------ Material shown ------

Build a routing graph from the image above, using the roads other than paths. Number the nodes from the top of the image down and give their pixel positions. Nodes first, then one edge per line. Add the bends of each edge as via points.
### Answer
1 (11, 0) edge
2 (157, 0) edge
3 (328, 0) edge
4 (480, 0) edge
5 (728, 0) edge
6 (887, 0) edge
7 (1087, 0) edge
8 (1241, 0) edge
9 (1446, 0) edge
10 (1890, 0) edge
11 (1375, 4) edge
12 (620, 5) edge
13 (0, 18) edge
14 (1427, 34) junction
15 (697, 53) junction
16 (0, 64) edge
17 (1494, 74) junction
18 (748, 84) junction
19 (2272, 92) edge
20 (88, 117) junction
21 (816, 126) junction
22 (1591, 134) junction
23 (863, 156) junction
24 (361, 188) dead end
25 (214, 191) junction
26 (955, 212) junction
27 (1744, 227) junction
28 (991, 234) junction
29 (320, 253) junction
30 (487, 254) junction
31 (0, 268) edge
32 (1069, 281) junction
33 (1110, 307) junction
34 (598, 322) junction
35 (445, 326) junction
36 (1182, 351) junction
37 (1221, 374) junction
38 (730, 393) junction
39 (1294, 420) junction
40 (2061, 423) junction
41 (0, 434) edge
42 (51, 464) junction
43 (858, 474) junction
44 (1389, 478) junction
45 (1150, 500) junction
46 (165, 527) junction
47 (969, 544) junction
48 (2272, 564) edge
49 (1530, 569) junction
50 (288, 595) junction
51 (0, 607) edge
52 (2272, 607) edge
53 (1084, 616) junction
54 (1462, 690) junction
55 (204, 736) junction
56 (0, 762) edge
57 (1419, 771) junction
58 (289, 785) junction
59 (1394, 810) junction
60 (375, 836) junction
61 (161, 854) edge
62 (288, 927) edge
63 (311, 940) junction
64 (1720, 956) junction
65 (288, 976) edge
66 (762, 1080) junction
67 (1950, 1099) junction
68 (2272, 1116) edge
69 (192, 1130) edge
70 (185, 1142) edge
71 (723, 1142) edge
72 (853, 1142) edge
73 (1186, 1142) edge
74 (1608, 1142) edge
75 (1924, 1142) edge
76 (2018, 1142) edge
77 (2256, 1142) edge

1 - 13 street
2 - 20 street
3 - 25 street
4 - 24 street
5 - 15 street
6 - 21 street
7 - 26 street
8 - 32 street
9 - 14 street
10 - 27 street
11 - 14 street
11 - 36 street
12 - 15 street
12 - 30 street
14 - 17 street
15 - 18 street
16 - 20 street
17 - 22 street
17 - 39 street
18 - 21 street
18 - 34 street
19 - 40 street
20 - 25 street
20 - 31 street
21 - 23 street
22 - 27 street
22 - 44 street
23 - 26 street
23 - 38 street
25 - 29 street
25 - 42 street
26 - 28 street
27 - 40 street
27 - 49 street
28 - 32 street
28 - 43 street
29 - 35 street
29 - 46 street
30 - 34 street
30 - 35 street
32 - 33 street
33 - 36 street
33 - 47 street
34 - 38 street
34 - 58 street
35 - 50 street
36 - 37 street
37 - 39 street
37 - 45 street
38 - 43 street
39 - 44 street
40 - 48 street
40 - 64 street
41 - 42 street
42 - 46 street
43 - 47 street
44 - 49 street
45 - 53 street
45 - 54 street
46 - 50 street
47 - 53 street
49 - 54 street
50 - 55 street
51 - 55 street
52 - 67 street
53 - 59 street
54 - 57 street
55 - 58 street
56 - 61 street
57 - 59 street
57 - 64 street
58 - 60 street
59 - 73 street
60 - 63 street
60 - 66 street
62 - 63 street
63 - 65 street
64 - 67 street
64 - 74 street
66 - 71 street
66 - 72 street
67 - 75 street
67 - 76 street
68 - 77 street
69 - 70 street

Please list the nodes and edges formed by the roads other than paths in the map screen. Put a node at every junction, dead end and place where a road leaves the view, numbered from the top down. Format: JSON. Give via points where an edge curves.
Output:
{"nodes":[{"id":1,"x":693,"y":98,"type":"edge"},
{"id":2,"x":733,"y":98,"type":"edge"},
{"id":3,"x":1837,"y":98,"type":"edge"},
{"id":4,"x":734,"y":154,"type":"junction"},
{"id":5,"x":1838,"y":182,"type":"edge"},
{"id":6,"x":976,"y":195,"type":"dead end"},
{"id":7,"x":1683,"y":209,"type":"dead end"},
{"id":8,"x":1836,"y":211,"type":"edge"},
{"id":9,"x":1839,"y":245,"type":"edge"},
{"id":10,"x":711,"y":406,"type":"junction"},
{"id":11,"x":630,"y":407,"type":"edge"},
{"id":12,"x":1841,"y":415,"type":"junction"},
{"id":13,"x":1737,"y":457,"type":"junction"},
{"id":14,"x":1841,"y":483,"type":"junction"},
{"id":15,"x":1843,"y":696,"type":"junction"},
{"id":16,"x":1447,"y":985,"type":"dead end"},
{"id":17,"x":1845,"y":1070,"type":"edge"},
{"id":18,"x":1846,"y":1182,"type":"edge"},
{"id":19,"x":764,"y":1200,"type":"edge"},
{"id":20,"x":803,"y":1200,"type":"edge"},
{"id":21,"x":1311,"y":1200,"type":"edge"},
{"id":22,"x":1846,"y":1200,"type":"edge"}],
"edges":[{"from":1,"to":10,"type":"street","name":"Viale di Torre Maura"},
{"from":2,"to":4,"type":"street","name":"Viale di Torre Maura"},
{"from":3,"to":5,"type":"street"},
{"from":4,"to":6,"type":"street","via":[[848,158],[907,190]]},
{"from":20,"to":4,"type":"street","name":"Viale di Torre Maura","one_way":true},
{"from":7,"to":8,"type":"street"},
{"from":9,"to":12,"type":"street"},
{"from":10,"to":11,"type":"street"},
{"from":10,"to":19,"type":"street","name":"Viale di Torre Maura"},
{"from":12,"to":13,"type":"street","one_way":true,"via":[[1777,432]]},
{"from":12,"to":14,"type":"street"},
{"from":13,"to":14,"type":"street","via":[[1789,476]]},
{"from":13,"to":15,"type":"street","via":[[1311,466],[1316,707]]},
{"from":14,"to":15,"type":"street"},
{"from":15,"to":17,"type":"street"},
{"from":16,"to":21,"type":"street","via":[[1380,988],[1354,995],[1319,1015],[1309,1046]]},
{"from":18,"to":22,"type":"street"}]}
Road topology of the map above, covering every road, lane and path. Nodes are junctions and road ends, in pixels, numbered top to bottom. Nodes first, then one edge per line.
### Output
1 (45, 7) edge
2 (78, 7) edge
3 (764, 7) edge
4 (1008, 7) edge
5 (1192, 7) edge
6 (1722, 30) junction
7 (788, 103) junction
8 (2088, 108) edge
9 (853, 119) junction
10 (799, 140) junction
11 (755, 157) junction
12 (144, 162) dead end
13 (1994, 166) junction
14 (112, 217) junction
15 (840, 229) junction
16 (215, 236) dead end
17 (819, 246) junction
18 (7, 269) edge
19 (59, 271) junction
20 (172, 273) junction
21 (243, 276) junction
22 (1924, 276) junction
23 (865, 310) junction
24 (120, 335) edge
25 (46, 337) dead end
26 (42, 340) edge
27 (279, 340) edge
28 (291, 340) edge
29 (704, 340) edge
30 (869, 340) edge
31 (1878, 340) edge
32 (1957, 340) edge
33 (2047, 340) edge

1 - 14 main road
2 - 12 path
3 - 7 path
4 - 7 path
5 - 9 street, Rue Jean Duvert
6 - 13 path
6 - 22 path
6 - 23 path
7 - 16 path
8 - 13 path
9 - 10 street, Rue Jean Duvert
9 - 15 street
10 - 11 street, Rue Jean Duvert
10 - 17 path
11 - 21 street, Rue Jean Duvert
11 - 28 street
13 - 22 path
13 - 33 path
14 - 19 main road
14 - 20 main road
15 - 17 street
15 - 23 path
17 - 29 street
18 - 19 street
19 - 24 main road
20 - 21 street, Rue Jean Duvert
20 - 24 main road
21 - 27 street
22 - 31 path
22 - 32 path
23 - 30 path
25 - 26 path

------

**What is needed:**
In the entries above, which lines hold the word "first"? Copy them out.

**Output:**
Build a routing graph from the image above, using the roads other than paths. Number the nodes from the top of the image down and give their pixel positions. Nodes first, then one edge per line. Add the bends of each edge as via points.
Road topology of the map above, covering every road, lane and path. Nodes are junctions and road ends, in pixels, numbered top to bottom. Nodes first, then one edge per line.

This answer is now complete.